Teen Read Week – Real Time
Listen to the Recess! Clip
Author | Ramona Caponegro |
Air Date | 10/20/2005 |
Real Time Transcript
How important is it that children learn to “read the world”1 along with the words on a page? More than 35 years ago, Paulo Freire, a Brazilian educator, introduced the teaching of critical literacy, a reading strategy that “promotes reflection, transformation, and action.”2 This strategy places an enormous premium on the students’ ability to interpret and to interact with the world around them. In teaching critical literacy, Freire stressed the careful examination of an author’s intentions, representations of characters, power relations, the importance of considering a story or situation from various perspectives, and the need to take action based on what has been learned. Some teachers now incorporate these concepts into lessons for children as young as kindergarteners.

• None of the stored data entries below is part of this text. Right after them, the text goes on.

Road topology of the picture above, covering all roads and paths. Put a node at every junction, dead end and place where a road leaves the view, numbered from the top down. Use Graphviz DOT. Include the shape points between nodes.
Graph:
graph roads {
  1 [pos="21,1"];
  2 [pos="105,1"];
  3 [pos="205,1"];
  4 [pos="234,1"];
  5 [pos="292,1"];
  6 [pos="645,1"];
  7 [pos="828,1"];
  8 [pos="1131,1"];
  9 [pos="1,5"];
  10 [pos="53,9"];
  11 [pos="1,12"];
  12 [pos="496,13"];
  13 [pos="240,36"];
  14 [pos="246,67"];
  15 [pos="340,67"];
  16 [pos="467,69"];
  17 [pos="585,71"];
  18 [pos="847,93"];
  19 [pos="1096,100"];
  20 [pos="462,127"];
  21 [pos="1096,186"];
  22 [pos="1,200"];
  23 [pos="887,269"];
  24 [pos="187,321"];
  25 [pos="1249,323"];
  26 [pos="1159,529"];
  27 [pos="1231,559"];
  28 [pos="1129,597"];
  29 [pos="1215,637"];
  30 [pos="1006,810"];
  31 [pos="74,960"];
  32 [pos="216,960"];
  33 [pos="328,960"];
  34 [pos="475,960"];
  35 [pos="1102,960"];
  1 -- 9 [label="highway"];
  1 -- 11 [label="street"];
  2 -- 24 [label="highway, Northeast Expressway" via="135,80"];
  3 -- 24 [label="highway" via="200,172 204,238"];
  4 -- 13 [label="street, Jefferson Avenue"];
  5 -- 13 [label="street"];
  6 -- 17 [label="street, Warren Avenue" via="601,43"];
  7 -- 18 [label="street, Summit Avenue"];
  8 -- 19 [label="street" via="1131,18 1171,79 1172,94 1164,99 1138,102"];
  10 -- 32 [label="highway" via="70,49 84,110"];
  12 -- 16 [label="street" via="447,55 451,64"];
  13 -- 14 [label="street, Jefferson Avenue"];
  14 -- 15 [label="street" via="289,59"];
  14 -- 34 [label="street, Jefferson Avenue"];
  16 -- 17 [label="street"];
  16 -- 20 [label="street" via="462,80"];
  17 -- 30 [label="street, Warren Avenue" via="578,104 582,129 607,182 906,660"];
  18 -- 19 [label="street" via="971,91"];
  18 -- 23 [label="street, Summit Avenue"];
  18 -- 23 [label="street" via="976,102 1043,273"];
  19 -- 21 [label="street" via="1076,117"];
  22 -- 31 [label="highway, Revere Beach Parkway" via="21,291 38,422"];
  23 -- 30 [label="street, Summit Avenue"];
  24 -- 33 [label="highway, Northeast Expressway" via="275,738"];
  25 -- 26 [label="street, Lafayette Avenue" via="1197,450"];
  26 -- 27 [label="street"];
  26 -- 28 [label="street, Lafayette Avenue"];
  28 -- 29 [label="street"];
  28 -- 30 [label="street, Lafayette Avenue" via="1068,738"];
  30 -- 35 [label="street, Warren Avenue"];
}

For older students, however, critical literacy is used in the teaching of complex young adult novels, like Real Time, written by Pnina Moed Kass, an American who spent 35 years in Israel. In her book, Kass relates the events that led up to an explosion on a bus traveling outside Jerusalem, as well as the aftermath of the attack. Real Time examines more than a dozen different perspectives of this tragic event, including those of a Holocaust survivor, a German teenager searching for proof of his grandfather’s participation in World War II atrocities, a Russian kibbutz worker, an Israeli soldier, a would-be Palestinian suicide bomber, and a Palestinian doctor. Through these diverse perspectives, the humanity of all of those involved in the explosion, regardless of their politics or actions, is revealed, and, while the use of violence is never condoned in the book, Kass nevertheless presents it as a reality, however unfortunate, that exists in modern Israel as well as in other parts of the world. As one of her characters, Clive Burleigh, a news correspondent, poignantly reflects upon the wreckage, “But I’ve been here before […]. The same stretchers were being carried in Bosnia, in Rwanda, in Northern Ireland. [… [A]lthough there may be a sameness to war, each human being is a world unto himself.”3
Although Kass’ Real Time does not present her readers with a solution to the problem of violence, she does enable teens to “read” not only the individual worlds that each of her numerous characters inhabit, until the one fateful day when their private universes suddenly collide, but also to “read” the wider geographic, social, and political world that they live in together. Freire and others who teach critical literacy hope that young readers will act upon the discoveries such as those that they make in books like Real Time and work to change the real world around them.
Notes:
1 McLaughlin, Maureen, and Glenn L. DeVoogd. Critical Literacy: Enhancing Students’ Comprehension of Text. New York: Scholastic, 2004. 19.
2 McLaughlin, Maureen, and Glenn L. DeVoogd. Critical Literacy: Enhancing Students’ Comprehension of Text. New York: Scholastic, 2004. 14.
3 Kass, Pnina Moed. Real Time. New York: Clarion Books, 2004. 109.